### Goal of the exercise
Report every line of the records below that contains the word "capabilities".

----- Records supplied -----

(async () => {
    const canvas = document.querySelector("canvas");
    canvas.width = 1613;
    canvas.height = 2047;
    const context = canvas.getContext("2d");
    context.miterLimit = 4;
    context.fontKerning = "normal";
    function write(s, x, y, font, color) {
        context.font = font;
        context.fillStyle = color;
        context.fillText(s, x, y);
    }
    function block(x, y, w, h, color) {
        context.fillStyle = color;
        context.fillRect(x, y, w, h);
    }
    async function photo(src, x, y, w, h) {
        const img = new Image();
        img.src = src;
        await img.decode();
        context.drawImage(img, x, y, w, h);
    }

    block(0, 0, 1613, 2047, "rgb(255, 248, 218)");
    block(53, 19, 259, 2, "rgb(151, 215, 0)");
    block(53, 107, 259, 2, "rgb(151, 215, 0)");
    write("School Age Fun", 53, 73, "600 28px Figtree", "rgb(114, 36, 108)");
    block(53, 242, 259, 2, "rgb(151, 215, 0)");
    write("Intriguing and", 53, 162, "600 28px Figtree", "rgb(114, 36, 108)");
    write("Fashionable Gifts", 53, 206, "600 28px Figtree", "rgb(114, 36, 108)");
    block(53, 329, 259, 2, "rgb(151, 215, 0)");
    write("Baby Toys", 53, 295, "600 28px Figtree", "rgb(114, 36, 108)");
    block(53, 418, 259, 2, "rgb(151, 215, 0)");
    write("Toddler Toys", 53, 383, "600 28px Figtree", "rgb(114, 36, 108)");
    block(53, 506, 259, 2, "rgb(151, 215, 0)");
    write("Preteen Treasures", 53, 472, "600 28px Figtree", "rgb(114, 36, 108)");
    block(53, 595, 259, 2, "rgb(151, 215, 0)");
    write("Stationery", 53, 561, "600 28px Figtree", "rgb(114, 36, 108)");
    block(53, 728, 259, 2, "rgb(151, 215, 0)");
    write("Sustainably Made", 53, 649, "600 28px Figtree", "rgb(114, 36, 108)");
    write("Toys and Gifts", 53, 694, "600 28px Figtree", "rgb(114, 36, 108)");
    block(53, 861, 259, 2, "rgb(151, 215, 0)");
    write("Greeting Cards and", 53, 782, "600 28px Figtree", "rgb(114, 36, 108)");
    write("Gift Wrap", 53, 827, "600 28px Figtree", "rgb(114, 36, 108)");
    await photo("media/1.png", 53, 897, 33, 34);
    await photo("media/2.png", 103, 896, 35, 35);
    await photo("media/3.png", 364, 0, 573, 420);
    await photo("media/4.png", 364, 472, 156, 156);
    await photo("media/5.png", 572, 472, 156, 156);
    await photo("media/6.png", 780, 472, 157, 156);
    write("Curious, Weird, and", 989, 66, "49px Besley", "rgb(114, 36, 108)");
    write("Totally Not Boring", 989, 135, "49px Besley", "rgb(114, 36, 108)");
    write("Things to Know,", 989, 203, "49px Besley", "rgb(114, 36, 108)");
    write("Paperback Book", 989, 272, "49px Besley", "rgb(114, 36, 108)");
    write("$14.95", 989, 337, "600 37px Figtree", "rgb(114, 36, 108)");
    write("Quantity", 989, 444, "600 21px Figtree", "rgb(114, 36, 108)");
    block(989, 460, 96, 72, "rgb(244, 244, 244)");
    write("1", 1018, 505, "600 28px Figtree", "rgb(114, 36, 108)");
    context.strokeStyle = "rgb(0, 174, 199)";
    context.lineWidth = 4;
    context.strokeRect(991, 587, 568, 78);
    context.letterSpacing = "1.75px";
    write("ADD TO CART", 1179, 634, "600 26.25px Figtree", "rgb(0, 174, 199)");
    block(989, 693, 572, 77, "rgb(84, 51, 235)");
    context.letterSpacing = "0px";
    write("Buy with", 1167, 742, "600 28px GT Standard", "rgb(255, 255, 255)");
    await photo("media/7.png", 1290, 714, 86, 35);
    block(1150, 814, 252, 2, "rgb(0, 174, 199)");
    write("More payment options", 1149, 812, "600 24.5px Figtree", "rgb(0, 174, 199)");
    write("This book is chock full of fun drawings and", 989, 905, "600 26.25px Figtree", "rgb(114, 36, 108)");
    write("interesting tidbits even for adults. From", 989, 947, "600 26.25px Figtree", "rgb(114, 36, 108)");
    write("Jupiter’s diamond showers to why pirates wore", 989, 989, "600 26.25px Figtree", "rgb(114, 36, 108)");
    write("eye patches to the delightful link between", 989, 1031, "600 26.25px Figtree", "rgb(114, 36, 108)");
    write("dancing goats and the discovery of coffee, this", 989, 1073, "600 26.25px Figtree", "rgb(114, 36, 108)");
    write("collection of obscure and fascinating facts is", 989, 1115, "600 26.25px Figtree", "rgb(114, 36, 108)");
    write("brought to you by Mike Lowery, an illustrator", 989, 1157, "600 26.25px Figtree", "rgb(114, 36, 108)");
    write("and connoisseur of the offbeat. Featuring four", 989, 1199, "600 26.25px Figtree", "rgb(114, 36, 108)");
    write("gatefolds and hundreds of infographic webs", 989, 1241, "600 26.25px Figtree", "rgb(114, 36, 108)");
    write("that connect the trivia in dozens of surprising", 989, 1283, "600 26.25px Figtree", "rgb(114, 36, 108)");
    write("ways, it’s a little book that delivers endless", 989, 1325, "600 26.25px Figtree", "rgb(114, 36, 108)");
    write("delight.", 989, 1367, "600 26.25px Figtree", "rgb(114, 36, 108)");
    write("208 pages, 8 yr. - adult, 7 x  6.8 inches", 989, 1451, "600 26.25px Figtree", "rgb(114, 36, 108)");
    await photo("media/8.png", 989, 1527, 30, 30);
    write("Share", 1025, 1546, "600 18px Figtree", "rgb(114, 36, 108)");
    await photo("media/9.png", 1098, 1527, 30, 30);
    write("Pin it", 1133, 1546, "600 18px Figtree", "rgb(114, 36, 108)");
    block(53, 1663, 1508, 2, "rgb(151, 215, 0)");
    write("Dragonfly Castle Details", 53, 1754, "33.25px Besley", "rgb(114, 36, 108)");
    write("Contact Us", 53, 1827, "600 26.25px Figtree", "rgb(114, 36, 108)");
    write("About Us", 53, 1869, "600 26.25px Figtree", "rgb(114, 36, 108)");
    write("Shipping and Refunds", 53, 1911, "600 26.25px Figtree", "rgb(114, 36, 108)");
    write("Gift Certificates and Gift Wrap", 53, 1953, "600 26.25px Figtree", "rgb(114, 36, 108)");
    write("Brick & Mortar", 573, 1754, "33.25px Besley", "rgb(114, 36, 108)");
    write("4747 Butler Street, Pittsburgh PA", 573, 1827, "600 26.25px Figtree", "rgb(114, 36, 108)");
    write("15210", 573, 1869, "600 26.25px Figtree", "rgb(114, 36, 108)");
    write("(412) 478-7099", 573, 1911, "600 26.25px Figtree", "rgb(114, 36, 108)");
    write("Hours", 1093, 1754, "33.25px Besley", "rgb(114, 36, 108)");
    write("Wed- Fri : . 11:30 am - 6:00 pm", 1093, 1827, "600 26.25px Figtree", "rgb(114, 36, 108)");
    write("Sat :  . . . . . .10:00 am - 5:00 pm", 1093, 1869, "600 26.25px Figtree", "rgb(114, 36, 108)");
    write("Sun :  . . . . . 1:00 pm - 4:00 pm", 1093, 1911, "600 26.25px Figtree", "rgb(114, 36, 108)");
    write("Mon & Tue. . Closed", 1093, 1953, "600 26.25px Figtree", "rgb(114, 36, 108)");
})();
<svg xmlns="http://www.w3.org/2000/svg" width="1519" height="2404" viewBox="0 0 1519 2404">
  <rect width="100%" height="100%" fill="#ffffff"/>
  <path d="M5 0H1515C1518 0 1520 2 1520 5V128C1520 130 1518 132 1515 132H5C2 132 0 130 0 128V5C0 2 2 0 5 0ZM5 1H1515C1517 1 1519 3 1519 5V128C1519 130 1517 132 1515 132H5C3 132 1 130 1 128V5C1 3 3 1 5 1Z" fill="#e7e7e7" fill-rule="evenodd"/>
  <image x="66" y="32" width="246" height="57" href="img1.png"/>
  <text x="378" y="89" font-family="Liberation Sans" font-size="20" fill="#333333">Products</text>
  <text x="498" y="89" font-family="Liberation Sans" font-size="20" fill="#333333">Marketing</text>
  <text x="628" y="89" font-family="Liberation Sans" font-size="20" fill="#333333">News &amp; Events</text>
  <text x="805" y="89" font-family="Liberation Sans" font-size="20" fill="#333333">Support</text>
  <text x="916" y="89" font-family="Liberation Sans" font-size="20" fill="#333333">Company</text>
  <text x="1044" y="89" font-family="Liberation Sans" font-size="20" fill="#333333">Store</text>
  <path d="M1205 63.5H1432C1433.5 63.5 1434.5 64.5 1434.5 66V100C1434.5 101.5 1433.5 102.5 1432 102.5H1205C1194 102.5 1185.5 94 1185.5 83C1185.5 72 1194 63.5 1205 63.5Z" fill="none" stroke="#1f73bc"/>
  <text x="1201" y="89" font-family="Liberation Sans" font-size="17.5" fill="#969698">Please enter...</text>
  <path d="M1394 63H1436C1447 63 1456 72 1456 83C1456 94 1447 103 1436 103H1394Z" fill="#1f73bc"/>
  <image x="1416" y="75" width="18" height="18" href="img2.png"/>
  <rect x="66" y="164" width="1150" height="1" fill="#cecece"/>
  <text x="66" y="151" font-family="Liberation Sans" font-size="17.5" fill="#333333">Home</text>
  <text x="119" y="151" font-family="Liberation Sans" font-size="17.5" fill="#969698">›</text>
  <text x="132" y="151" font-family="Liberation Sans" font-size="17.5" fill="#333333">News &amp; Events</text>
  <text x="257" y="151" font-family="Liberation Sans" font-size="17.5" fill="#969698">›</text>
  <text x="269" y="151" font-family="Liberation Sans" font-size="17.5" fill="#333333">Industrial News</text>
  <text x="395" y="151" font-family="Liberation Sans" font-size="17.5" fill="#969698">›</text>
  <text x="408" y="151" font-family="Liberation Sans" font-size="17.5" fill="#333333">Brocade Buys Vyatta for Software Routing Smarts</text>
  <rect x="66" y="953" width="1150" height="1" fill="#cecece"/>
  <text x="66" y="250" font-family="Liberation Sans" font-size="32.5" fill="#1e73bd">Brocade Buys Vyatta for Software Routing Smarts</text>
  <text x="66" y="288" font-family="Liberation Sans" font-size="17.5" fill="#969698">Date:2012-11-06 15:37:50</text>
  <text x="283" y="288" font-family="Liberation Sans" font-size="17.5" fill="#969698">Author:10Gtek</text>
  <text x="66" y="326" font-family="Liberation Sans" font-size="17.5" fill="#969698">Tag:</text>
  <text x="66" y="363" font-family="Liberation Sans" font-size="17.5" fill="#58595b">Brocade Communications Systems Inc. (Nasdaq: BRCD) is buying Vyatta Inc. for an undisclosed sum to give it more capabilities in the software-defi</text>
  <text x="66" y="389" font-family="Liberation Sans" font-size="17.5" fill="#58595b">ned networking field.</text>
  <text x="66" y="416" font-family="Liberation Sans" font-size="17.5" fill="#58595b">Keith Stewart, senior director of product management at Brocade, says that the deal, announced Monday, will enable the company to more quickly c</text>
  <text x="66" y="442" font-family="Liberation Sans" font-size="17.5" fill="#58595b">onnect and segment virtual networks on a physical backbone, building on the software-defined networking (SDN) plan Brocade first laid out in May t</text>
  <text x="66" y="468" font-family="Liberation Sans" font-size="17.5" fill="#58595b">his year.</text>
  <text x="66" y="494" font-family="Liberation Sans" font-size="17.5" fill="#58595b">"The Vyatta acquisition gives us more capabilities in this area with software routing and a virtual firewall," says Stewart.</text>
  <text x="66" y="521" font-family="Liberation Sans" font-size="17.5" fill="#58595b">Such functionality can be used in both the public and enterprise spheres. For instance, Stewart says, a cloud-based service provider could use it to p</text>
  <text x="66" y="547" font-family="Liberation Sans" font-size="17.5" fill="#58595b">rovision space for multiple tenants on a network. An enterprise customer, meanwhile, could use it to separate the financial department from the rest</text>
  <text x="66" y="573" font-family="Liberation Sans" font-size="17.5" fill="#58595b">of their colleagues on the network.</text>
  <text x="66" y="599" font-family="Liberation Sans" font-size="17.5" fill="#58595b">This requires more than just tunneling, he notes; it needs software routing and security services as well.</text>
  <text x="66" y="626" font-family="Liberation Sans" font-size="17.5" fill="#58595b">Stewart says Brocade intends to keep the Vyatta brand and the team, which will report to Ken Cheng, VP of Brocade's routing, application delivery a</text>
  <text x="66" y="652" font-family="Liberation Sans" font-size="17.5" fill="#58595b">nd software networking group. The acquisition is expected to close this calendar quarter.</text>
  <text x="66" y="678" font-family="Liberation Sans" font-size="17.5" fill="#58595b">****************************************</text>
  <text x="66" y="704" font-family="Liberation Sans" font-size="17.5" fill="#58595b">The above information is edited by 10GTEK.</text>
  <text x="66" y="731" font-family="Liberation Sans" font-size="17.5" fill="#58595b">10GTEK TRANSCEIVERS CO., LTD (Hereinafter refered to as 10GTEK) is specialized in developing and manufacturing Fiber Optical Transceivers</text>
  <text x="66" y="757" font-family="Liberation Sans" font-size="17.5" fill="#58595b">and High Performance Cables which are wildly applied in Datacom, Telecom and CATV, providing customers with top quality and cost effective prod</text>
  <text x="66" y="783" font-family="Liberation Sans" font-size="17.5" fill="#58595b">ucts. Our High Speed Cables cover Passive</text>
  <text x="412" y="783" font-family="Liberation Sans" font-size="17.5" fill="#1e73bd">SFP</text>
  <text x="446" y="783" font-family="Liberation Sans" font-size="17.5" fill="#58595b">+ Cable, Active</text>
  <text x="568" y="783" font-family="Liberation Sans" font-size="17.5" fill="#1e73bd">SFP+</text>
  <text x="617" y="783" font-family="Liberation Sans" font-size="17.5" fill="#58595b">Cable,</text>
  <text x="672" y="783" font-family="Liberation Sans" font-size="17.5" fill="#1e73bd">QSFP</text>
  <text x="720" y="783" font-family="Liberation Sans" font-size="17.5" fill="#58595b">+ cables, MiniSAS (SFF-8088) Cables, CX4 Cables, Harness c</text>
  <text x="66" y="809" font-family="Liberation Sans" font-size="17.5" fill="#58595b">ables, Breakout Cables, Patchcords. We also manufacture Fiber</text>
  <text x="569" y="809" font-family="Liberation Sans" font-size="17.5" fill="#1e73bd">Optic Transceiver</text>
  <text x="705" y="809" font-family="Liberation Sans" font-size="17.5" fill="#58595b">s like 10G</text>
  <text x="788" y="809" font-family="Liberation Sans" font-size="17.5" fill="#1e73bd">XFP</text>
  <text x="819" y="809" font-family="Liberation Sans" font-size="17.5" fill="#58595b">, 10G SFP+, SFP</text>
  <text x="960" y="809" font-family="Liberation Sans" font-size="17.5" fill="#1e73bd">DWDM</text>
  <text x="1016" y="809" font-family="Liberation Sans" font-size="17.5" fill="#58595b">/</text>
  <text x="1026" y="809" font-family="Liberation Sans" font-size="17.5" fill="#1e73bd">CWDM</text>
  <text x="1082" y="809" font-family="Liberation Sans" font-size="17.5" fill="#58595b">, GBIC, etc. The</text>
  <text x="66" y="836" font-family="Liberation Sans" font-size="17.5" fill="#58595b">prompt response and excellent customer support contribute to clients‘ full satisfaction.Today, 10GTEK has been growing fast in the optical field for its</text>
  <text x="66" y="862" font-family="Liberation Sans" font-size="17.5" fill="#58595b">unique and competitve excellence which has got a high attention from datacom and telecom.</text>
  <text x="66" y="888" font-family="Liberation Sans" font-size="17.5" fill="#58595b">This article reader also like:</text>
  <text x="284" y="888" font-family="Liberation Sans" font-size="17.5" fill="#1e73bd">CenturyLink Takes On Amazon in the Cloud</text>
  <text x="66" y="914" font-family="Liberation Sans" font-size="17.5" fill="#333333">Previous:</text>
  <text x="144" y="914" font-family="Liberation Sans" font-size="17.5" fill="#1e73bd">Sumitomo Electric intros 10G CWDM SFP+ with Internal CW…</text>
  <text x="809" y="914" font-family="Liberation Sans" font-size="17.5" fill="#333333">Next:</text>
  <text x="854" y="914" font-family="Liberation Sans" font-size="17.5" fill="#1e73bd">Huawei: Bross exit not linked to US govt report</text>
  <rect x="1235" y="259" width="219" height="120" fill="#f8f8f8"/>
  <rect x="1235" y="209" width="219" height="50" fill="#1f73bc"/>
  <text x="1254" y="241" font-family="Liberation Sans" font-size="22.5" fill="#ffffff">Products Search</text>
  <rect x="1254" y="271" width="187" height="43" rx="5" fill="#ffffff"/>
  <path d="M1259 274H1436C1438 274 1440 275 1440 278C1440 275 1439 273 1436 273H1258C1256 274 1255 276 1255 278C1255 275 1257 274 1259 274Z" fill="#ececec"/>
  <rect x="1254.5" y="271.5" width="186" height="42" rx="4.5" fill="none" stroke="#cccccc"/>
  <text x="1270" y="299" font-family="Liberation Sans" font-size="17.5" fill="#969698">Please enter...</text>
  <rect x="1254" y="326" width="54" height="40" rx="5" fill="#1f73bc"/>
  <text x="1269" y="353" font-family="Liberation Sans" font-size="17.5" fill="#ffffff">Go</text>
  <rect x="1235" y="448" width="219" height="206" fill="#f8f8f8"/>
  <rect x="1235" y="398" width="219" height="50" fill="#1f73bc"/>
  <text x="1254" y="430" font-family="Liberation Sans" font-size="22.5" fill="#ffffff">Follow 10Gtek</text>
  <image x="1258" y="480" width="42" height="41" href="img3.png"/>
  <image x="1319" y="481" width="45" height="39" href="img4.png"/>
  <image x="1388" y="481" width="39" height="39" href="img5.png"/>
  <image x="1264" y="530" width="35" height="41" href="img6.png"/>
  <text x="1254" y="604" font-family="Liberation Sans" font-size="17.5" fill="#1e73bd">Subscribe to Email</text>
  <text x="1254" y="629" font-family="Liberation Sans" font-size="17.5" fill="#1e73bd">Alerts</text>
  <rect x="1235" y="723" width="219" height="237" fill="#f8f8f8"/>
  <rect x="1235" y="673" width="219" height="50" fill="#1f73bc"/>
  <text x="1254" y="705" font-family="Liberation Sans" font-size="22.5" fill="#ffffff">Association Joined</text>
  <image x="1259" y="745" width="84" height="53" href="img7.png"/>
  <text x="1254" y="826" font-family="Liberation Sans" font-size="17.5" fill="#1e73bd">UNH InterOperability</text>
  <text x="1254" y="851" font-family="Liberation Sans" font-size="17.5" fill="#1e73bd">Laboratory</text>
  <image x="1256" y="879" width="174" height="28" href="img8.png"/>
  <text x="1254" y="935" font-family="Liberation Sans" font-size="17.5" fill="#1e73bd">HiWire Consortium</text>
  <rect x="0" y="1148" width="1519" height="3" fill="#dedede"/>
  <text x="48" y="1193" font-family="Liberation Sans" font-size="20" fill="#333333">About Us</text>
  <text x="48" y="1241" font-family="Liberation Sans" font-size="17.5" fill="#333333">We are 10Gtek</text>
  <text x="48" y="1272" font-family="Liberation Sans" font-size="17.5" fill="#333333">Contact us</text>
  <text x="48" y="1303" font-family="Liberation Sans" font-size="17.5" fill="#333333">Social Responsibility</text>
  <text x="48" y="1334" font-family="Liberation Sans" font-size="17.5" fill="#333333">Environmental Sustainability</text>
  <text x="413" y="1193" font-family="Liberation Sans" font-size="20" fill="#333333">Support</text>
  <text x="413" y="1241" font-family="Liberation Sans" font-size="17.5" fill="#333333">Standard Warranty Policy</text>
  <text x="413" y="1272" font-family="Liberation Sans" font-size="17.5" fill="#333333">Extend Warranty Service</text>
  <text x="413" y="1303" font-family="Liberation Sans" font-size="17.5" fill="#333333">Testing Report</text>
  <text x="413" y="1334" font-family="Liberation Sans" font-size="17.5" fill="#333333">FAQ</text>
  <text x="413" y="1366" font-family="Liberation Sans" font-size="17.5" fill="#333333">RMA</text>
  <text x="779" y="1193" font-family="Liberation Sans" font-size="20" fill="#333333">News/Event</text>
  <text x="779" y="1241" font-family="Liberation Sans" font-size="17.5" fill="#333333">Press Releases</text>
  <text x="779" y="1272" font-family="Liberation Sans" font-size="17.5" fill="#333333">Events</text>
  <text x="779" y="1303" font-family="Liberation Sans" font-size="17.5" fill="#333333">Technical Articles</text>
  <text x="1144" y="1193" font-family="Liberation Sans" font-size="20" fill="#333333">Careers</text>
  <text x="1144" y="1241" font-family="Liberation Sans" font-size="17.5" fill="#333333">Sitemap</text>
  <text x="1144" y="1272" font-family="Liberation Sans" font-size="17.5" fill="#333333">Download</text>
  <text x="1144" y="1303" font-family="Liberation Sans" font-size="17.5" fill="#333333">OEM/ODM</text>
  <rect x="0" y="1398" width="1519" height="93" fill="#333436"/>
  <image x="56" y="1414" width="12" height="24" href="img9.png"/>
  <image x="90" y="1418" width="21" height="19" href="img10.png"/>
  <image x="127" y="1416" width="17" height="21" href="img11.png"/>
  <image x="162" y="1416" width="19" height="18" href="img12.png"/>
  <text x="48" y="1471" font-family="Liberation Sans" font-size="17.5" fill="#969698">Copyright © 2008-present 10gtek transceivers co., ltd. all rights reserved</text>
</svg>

-----

### Final answer
  <text x="66" y="363" font-family="Liberation Sans" font-size="17.5" fill="#58595b">Brocade Communications Systems Inc. (Nasdaq: BRCD) is buying Vyatta Inc. for an undisclosed sum to give it more capabilities in the software-defi</text>
  <text x="66" y="494" font-family="Liberation Sans" font-size="17.5" fill="#58595b">"The Vyatta acquisition gives us more capabilities in this area with software routing and a virtual firewall," says Stewart.</text>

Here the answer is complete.